Go through the entries below and copy each line that holds the word "Rocade".
++++ Task input ++++
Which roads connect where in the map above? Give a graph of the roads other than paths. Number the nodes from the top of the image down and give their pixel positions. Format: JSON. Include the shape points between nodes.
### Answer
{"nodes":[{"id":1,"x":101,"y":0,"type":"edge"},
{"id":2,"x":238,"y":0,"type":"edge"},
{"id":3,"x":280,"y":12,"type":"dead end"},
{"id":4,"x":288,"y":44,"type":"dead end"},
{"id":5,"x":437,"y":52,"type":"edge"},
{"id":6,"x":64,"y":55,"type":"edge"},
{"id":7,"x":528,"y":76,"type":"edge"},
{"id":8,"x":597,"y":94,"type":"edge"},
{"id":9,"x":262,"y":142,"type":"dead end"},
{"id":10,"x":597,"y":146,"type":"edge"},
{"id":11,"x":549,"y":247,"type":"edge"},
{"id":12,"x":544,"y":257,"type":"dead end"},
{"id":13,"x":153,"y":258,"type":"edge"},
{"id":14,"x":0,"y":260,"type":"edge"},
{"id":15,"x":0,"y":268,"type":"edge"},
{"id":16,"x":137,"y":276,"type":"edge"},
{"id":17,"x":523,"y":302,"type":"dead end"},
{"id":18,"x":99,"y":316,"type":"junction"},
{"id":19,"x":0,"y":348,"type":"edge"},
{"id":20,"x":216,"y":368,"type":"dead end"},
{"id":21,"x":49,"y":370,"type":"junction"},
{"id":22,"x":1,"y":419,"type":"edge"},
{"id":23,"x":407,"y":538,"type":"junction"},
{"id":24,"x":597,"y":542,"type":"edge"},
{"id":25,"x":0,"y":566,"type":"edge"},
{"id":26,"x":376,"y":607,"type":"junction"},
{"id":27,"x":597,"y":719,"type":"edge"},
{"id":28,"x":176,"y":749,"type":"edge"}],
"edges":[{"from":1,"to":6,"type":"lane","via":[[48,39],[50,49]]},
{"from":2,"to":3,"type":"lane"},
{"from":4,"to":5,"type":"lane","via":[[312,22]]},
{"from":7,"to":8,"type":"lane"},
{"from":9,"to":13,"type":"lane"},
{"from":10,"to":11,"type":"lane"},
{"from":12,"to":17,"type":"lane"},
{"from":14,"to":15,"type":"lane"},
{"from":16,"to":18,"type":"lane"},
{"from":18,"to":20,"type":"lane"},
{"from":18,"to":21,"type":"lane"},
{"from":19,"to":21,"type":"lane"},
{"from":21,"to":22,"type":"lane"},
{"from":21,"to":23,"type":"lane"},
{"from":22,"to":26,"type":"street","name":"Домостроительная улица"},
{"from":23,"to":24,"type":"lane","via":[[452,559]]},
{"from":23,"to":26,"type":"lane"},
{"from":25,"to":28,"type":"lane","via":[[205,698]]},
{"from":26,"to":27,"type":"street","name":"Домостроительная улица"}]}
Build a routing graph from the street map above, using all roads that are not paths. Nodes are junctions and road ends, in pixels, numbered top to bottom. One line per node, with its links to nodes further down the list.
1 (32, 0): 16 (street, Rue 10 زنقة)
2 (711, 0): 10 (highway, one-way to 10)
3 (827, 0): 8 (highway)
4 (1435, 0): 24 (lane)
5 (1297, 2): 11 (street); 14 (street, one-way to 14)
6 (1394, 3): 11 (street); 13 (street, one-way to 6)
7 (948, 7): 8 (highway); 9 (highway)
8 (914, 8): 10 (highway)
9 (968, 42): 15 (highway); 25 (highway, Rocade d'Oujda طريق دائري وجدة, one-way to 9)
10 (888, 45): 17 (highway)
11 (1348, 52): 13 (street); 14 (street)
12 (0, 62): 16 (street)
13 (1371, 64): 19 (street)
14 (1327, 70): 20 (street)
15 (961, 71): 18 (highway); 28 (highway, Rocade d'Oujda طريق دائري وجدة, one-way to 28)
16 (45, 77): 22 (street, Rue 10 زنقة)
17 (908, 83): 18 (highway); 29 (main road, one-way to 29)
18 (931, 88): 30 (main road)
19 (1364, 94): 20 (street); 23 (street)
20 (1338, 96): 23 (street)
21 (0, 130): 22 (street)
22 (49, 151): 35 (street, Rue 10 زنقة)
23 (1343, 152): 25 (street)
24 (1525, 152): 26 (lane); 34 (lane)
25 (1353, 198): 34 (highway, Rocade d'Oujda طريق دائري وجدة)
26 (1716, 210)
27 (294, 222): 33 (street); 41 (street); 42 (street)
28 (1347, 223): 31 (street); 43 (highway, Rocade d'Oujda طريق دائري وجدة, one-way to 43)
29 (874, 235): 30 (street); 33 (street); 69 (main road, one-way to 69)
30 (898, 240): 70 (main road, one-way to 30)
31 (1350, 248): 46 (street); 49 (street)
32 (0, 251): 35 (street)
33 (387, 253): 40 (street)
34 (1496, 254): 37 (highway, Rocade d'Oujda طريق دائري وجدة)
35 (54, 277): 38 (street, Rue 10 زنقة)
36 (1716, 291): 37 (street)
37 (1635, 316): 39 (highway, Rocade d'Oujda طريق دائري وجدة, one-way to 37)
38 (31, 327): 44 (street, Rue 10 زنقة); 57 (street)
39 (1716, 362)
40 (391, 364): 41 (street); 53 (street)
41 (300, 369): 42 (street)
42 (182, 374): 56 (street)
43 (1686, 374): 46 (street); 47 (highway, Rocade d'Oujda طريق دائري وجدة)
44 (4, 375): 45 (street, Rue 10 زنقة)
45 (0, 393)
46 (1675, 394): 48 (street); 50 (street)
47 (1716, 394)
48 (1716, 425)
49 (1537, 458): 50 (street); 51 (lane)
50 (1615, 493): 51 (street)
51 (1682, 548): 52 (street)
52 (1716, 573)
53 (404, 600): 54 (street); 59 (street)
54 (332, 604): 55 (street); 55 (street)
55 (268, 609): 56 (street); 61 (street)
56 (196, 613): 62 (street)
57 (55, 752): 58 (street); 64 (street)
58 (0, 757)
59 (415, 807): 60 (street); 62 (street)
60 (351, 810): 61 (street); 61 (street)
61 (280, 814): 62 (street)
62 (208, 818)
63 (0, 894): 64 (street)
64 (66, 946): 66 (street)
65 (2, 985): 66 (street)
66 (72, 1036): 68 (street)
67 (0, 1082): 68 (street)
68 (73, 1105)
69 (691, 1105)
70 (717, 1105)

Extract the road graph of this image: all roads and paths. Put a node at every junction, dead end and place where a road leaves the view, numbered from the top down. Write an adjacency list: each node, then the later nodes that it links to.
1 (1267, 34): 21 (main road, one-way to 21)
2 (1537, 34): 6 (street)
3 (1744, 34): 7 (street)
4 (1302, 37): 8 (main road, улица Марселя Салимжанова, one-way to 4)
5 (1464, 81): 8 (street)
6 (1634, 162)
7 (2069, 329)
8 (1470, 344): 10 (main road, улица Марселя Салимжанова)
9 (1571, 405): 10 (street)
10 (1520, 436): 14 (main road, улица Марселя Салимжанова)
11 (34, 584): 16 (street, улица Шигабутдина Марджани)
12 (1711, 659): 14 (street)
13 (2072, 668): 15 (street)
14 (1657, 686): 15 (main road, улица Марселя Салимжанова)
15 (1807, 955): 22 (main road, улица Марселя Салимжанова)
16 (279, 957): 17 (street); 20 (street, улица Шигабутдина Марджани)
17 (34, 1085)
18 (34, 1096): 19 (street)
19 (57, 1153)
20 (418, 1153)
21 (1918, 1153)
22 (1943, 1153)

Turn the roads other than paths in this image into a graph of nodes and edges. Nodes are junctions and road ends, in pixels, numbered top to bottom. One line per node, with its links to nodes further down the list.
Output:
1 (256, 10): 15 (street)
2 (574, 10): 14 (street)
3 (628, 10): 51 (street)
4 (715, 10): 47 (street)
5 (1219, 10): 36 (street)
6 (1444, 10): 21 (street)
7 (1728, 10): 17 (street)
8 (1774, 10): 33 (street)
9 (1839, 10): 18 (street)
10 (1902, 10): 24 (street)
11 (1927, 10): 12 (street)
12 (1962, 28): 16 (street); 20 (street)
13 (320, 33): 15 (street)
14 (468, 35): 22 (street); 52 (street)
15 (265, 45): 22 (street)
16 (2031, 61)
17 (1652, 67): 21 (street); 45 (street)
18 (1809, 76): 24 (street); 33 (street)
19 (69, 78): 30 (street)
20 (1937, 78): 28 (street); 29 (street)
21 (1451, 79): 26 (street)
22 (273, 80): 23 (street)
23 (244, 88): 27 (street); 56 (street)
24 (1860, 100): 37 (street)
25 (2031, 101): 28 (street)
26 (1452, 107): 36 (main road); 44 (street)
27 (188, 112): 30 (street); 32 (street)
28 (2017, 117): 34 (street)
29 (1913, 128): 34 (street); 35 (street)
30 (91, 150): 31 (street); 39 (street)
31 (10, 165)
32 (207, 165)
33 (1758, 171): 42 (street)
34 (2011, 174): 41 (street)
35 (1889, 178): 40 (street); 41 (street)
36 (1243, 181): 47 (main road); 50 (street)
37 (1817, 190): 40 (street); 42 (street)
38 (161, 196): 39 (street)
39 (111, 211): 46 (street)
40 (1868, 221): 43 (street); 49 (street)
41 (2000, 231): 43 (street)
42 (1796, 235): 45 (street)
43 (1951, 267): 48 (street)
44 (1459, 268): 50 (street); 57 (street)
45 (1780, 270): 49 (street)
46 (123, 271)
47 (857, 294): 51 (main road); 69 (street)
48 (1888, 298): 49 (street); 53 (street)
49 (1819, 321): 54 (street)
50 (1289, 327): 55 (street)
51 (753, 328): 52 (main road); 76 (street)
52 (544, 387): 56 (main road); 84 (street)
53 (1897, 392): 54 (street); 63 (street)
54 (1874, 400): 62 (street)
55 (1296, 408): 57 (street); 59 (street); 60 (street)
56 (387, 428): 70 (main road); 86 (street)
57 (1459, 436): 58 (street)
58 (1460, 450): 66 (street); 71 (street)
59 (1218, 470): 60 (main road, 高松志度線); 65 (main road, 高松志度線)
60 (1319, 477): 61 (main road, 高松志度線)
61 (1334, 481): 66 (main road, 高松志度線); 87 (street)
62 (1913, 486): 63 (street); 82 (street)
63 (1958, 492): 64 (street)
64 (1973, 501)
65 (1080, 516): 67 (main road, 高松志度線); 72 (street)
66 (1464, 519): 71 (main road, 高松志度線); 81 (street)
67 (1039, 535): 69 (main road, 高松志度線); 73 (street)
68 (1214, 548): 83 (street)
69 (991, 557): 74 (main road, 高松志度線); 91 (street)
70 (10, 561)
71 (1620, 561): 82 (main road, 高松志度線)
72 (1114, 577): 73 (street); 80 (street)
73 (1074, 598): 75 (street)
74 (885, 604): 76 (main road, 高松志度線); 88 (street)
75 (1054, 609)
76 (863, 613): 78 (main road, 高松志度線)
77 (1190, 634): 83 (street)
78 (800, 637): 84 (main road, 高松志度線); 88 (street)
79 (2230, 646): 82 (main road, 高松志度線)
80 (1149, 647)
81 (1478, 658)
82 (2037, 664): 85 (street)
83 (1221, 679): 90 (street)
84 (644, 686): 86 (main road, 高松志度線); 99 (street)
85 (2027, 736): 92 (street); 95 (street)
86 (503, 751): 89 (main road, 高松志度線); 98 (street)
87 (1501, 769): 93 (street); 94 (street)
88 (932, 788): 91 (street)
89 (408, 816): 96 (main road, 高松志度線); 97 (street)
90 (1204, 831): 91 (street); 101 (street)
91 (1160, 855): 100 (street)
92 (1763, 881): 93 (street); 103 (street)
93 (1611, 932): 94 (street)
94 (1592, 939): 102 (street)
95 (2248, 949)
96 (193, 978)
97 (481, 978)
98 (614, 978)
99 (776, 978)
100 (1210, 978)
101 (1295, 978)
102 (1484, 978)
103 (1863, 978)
++++
Response to the exercise –
9 (968, 42): 15 (highway); 25 (highway, Rocade d'Oujda طريق دائري وجدة, one-way to 9)
15 (961, 71): 18 (highway); 28 (highway, Rocade d'Oujda طريق دائري وجدة, one-way to 28)
25 (1353, 198): 34 (highway, Rocade d'Oujda طريق دائري وجدة)
28 (1347, 223): 31 (street); 43 (highway, Rocade d'Oujda طريق دائري وجدة, one-way to 43)
34 (1496, 254): 37 (highway, Rocade d'Oujda طريق دائري وجدة)
37 (1635, 316): 39 (highway, Rocade d'Oujda طريق دائري وجدة, one-way to 37)
43 (1686, 374): 46 (street); 47 (highway, Rocade d'Oujda طريق دائري وجدة)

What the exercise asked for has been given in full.